Promotion (raw → episodes → facts) is LLM-driven and runs in memories/promotion.py. Reads cluster around POST /api/memory/context/, which assembles a single bundle the Prediction layer can hand to the LLM.

Prediction

apps/server/predictions/views.py is the public face. POST /api/predictions/predict/ takes the agent's prompt, calls Memory in-process for a context bundle, sends a prediction-shaped prompt to Anthropic, applies per-user Platt scaling to the LLM's raw confidence, and returns the result with calibrated probabilities. The auto/escalated decision is made server-side by comparing the calibrated top candidate against the caller's threshold. Every call is persisted as a Prediction row (raw confidence kept for the fitter), so feedback (POST /predictions/<id>/feedback/) can later mark it accepted, edited, or rejected and feed both the calibration training set and the behavioral decay loop on cited facts.

/predict/batch/ shares one Memory bundle across up to 100 prompts; both endpoints return calibrated confidence plus raw_confidence.

Calibration (the daily loop)

apps/server/predictions/calibration.py fits a sigmoid σ(a·x + b) per user via Newton-Raphson on the (raw_confidence, label) pairs from labeled Prediction rows — accepted = positive, rejected = negative, edited = half-positive. Pure Python, no numpy/scipy. The daily fit_calibration management command writes the result to UserProfile.calibration (a JSON column); the predict view reads it on every call. Recency cap: 5000 most-recent labels per fit. Below MIN_SAMPLES_FOR_FIT = 5, the user gets identity calibration (raw == calibrated).

Decay (the silent garbage collector)

apps/server/memories/decay.py adjusts SemanticMemory.importance whenever a prediction's outcome contradicts or confirms the facts it cited. Asymmetric: +0.04 per confirmation, -0.08 per contradiction. The transition is atomic (select_for_update inside transaction.atomic) and flip-aware — flipping accepted → rejected reverses the prior +0.04 and applies -0.08. Facts that decay to zero importance are not deleted (provenance preserved); they sort to the bottom of every future context bundle.

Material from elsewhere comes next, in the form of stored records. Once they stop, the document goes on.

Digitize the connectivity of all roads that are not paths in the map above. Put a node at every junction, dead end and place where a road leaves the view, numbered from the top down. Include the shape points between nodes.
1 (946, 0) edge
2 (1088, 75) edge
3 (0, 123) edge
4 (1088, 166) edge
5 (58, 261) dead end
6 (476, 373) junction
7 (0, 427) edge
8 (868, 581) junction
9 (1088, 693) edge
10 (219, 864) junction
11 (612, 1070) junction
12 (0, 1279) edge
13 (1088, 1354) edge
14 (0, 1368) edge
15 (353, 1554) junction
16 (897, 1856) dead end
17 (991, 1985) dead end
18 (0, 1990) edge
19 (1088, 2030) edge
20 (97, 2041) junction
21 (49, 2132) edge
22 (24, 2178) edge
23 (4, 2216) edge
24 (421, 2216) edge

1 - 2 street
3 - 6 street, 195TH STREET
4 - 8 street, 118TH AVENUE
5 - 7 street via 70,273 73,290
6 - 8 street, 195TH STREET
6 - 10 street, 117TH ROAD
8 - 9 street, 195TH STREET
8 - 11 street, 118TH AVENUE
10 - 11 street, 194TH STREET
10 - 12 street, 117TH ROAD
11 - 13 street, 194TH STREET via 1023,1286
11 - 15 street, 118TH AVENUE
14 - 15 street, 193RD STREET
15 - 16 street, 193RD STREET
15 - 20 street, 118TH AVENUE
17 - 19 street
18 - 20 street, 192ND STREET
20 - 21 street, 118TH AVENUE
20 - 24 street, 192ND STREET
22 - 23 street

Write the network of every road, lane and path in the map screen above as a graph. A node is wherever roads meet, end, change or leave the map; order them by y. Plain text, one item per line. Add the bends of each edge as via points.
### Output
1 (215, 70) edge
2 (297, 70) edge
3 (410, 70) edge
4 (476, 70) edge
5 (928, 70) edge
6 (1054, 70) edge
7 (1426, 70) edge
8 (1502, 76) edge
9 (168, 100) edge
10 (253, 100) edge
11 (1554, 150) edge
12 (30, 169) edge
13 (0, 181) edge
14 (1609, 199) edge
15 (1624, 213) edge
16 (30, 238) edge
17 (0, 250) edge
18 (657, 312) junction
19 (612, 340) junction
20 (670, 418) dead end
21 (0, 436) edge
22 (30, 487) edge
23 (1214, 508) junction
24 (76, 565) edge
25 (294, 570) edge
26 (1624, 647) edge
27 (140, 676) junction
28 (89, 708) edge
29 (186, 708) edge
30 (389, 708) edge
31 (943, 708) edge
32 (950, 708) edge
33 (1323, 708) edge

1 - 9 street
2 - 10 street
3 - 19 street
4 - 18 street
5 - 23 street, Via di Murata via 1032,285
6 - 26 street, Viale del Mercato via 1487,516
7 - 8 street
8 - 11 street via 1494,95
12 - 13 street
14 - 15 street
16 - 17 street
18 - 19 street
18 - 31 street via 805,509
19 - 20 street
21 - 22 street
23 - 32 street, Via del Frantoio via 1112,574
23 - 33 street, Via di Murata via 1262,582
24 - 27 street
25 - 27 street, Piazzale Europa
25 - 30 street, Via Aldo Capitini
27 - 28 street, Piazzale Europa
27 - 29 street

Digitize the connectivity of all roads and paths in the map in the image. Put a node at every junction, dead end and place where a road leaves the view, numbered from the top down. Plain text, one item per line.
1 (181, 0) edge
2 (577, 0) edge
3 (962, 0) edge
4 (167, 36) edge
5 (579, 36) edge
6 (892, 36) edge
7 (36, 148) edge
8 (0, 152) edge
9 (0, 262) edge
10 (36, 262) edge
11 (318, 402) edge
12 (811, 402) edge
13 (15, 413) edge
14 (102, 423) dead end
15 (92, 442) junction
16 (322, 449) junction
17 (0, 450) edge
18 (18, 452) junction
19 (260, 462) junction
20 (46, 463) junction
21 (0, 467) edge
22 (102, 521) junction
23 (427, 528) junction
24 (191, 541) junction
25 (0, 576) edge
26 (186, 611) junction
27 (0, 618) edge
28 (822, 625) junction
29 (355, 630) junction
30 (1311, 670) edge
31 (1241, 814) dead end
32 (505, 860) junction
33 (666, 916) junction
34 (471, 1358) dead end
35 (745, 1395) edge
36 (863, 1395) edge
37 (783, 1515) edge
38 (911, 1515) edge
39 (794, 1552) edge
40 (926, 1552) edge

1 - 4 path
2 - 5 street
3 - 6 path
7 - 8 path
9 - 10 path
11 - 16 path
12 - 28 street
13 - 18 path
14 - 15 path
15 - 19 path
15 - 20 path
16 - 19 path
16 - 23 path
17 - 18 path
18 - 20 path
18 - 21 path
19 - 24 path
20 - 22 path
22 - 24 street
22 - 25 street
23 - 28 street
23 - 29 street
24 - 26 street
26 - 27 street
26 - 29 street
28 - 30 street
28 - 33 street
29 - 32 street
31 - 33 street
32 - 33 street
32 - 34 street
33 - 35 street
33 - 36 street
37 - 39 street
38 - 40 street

Lifecycle of one prediction

  1. Client POSTs { agent, agent_input, threshold, k } to /api/predictions/predict/.
  2. predict_view calls _build_context to fetch profile + 20 most-important facts + last 10 episodes + last 50 raw rows for that user.
  3. predictions/llm.py calls client.messages.create(...) with the assembled context and a system prompt that returns top-K candidates with reasoning and confidence.
  4. The view writes a Prediction row, marks status='auto' if top.confidence >= threshold else 'escalated', and returns the JSON to the client.
  5. (Optional) The client calls /predictions/<id>/feedback/ later with the user's actual reply for evaluation.

Cross-stack contracts

  • Schema: packages/schema/events.schema.json is the SSOT. Both TypeScript clients (packages/schema/events.ts) and the Django server (loaded once at import time in recording/views.py) validate against the same JSON Schema. See Schema.
  • Auth: every authenticated request carries either Authorization: Bearer <jwt> (60-min access token, refreshed every 50 min) or X-Clone-API-Key: clone_… (long-lived API key). Both are accepted by every endpoint listed above. See Authentication.
  • Anthropic SDK: the Prediction and Memory promotion paths are the only places the server talks to Anthropic. Both share the same SUPPORTED_MODELS allow-list and the same key-missing/429/401 error mapping.